Now the hills of Visby are not easy to navigate for the hobbling tourist and cructhes on cobbles are never a good combination. So imprisoned I really was, on the advice to take it easy. Resting makes me restless but then I thought about the couple on their church-conquering quest and realised where I would rather be.
I’m semi-way back on my feet again thanks to a snug-fitting support stocking and am currently accepting messages of condolences and contributions to scribble on it. Later I will auction it off to raise funds for a new flowerbed and donate it to the home-owner whose front lawn we crashed.
Not as swollen as it looks, I've just got fat legs
You’re very welcome to leave a message below – anything from contemporary poetry, Icelandic phrases or a simple ’woz here’ will do.
I always knew there would be compromises to be made. Eight weeks was never going to be enough time to visit all the places I wanted and I still remain in mourning after missing out on Luleå.
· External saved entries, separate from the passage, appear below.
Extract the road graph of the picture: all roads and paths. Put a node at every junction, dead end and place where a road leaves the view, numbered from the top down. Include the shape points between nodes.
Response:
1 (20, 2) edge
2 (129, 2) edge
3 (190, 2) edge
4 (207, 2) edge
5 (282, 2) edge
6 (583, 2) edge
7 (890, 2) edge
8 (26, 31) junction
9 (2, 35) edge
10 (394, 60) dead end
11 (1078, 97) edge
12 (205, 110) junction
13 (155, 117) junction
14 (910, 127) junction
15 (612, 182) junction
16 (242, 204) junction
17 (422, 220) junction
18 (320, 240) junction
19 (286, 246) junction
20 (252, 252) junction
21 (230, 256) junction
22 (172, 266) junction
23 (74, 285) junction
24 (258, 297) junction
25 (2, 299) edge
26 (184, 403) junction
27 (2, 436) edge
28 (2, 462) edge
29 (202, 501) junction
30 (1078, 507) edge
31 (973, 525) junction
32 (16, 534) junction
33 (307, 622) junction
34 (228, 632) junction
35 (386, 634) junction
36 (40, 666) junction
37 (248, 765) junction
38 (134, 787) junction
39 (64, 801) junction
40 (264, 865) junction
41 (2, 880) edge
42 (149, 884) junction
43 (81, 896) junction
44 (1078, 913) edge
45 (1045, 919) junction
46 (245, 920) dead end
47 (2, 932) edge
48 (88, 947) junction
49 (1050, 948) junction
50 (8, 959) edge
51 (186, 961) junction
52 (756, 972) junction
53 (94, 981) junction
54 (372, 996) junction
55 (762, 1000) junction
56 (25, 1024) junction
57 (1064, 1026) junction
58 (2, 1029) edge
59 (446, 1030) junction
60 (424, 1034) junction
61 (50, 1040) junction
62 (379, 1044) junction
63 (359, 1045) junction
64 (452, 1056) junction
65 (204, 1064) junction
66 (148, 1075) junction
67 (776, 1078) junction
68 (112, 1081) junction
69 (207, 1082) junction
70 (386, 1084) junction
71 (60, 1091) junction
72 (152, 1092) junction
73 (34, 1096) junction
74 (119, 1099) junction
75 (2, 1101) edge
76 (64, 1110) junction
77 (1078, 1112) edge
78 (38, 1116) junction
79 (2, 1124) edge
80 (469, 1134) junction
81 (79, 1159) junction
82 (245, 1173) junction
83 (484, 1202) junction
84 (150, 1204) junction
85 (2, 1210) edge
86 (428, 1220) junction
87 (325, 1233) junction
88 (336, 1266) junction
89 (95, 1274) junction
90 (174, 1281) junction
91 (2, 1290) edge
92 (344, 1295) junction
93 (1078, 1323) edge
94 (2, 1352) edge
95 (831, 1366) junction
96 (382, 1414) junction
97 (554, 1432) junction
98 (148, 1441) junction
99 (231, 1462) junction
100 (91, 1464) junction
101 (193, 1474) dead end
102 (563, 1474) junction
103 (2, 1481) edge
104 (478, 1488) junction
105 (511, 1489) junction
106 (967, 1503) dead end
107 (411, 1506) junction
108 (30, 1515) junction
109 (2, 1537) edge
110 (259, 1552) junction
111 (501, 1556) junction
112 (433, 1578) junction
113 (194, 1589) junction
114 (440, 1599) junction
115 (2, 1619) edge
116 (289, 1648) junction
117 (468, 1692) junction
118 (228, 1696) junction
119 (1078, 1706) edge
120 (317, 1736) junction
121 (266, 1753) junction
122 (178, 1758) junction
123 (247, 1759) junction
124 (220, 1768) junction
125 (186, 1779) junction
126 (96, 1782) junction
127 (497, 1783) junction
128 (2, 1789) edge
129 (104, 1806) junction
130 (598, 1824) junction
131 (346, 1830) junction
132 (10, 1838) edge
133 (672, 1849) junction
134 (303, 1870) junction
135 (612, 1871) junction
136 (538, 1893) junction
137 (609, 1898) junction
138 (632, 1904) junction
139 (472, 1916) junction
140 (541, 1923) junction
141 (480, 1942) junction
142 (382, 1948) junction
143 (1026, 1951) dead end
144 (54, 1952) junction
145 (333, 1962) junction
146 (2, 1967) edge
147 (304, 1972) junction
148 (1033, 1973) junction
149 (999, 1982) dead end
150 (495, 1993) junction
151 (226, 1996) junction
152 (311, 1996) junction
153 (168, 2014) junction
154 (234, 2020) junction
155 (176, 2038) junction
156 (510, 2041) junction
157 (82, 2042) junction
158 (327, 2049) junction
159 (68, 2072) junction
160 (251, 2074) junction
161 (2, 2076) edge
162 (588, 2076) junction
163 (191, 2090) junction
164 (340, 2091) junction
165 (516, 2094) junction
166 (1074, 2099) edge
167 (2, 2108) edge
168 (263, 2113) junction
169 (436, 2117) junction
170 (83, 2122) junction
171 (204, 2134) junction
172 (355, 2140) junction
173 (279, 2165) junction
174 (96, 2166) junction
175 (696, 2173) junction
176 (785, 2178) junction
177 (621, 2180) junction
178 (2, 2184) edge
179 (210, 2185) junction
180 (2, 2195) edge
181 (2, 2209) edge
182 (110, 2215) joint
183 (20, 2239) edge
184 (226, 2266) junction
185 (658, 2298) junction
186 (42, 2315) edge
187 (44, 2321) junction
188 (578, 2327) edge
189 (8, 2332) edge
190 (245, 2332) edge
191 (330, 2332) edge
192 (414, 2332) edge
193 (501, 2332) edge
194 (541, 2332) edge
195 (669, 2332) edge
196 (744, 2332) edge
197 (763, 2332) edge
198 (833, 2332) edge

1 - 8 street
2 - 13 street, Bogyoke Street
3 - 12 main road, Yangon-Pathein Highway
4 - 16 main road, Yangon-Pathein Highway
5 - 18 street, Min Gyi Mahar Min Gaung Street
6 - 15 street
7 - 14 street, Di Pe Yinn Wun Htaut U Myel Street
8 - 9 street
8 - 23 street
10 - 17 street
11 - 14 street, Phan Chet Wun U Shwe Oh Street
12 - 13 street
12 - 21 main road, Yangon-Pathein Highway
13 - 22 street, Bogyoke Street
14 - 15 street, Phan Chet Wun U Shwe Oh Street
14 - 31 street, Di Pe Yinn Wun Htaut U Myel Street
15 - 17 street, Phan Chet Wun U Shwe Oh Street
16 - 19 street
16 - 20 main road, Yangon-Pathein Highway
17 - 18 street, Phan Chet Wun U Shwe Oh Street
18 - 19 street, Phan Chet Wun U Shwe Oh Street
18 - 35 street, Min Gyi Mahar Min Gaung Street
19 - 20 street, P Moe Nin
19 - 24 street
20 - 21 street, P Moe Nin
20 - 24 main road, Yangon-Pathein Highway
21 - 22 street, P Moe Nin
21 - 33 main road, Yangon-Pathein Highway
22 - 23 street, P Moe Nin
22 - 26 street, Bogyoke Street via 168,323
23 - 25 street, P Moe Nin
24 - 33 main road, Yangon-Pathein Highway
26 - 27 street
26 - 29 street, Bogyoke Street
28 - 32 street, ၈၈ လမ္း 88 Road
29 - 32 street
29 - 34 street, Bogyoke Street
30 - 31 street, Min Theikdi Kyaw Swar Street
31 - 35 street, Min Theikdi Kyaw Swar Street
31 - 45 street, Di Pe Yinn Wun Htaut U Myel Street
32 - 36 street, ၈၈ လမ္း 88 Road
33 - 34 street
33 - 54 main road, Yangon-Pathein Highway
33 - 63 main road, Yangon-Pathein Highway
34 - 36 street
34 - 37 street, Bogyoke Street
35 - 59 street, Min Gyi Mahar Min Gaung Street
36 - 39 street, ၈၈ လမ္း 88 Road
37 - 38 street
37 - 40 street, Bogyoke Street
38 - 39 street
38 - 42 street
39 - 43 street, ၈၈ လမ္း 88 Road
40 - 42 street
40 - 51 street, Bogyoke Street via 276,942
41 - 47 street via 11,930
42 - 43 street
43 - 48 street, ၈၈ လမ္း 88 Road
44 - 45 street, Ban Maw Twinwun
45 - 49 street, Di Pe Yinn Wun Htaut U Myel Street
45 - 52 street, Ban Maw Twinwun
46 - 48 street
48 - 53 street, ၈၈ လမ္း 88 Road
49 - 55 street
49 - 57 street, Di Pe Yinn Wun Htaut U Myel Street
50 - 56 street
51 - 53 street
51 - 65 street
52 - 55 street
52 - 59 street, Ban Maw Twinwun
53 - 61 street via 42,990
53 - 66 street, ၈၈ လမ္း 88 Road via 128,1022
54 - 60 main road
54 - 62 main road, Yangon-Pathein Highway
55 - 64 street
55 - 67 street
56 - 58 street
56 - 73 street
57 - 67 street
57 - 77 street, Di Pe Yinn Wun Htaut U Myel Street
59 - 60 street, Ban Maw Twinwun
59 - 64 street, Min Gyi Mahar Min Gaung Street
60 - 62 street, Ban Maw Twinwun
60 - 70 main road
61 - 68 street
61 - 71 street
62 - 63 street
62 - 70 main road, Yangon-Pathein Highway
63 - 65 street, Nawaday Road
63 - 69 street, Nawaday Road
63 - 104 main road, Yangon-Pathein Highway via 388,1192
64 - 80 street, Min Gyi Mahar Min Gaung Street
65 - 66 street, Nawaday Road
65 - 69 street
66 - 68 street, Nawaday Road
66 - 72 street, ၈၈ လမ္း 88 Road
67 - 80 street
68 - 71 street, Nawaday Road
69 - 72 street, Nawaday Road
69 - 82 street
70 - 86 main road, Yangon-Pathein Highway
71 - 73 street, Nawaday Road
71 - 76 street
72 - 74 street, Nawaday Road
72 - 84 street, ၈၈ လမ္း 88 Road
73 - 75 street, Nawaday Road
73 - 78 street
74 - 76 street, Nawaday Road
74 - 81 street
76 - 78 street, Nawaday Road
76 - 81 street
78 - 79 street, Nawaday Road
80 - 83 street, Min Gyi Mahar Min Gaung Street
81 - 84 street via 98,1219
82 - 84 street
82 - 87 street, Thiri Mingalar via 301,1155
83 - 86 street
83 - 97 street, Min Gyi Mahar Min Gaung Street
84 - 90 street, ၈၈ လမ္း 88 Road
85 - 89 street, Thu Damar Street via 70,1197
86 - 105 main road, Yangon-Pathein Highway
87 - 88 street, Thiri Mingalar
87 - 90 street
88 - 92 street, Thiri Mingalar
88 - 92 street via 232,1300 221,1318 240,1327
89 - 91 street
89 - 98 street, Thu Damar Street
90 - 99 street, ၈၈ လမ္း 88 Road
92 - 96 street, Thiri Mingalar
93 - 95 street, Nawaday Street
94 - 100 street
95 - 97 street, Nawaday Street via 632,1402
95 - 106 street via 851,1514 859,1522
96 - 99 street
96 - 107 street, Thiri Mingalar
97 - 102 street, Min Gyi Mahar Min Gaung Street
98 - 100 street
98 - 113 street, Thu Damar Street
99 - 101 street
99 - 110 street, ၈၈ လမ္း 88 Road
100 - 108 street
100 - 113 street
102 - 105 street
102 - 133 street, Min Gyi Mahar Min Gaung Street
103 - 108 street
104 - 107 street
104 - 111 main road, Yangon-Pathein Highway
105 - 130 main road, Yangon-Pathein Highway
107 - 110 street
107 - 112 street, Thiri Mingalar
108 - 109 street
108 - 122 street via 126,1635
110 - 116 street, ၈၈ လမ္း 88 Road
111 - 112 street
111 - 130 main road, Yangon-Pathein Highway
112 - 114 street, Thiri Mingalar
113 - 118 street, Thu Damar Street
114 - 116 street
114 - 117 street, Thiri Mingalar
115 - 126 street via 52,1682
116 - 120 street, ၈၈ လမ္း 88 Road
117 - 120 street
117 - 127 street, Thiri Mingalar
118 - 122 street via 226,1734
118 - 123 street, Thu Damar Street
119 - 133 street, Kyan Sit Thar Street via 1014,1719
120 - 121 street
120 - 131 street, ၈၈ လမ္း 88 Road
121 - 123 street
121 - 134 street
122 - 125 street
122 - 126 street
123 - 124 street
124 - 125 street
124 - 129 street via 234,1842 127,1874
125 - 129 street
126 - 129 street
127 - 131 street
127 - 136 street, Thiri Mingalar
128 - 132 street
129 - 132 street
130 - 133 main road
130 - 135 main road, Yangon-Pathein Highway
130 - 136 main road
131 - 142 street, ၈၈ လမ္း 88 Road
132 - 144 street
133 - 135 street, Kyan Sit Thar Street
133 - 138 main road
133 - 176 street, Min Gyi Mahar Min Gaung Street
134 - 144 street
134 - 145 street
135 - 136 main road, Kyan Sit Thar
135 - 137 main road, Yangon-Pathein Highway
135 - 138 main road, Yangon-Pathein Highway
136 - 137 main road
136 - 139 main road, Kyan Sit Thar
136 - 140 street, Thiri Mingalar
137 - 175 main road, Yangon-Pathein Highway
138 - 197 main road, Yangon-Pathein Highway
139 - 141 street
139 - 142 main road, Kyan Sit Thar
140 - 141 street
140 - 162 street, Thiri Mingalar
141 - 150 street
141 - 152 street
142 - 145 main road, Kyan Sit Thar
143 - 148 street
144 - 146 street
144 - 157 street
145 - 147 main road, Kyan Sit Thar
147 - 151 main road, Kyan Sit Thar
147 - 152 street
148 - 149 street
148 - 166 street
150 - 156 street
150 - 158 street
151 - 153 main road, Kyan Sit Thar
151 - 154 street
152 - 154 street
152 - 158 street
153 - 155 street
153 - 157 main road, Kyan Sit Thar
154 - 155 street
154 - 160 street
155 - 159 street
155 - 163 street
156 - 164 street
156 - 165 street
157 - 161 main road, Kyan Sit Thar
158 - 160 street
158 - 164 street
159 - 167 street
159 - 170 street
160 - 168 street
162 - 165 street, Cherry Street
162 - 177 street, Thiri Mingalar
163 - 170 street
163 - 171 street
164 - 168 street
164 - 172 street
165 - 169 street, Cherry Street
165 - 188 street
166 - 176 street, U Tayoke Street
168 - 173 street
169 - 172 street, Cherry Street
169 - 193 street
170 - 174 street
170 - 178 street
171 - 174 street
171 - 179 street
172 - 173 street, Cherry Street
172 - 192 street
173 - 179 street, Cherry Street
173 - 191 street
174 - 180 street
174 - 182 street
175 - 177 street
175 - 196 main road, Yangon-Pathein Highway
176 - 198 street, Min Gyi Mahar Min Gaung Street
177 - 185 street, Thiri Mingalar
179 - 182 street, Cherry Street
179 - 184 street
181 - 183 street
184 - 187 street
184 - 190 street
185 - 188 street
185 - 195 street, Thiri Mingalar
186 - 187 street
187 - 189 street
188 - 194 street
So with decisions to be made I turned to a practice made famous by 70s cult fiction. In the book The Dice Man the central character made pretty crazy life choices on the roll of a dice. I only had the options of Kivik, Kristianstad, Karlshamn, Karlskrona and Kalmar to contend with.
But I was faced with two problems.
1. I had only five choices for a six-sided object
2. I didn’t have any dice
So I improvised and wrote numbers on toilet paper, 1 to 6, having thrown in Luleå as a last-minute joker. I scrumpled them up, closed my eyes and prayed I would pick a place beginning with K.
It was a four. Karlskrona. The capital town of Blekinge that has been the base of royal fleets for over four centuries and is home to the Swedish Navy today.
The big daddy of the Swedish Navy
As luck would have it, the town was hosting its annual sailing festival on my arrival. So, equipped with a big friendly smile, I ventured down early to the waterside to find someone willing to take me out to sea.
I got a couple of shakes of heads in the wrong direction, a few mumbled maybes and come back laters as well as a big laugh from the cadet manning HMS Halland, the Navy’s 60-metre submarine.
Then I found a bloke who could. Captain Kent came to my rescue and was offering free trips to willing passengers anyway.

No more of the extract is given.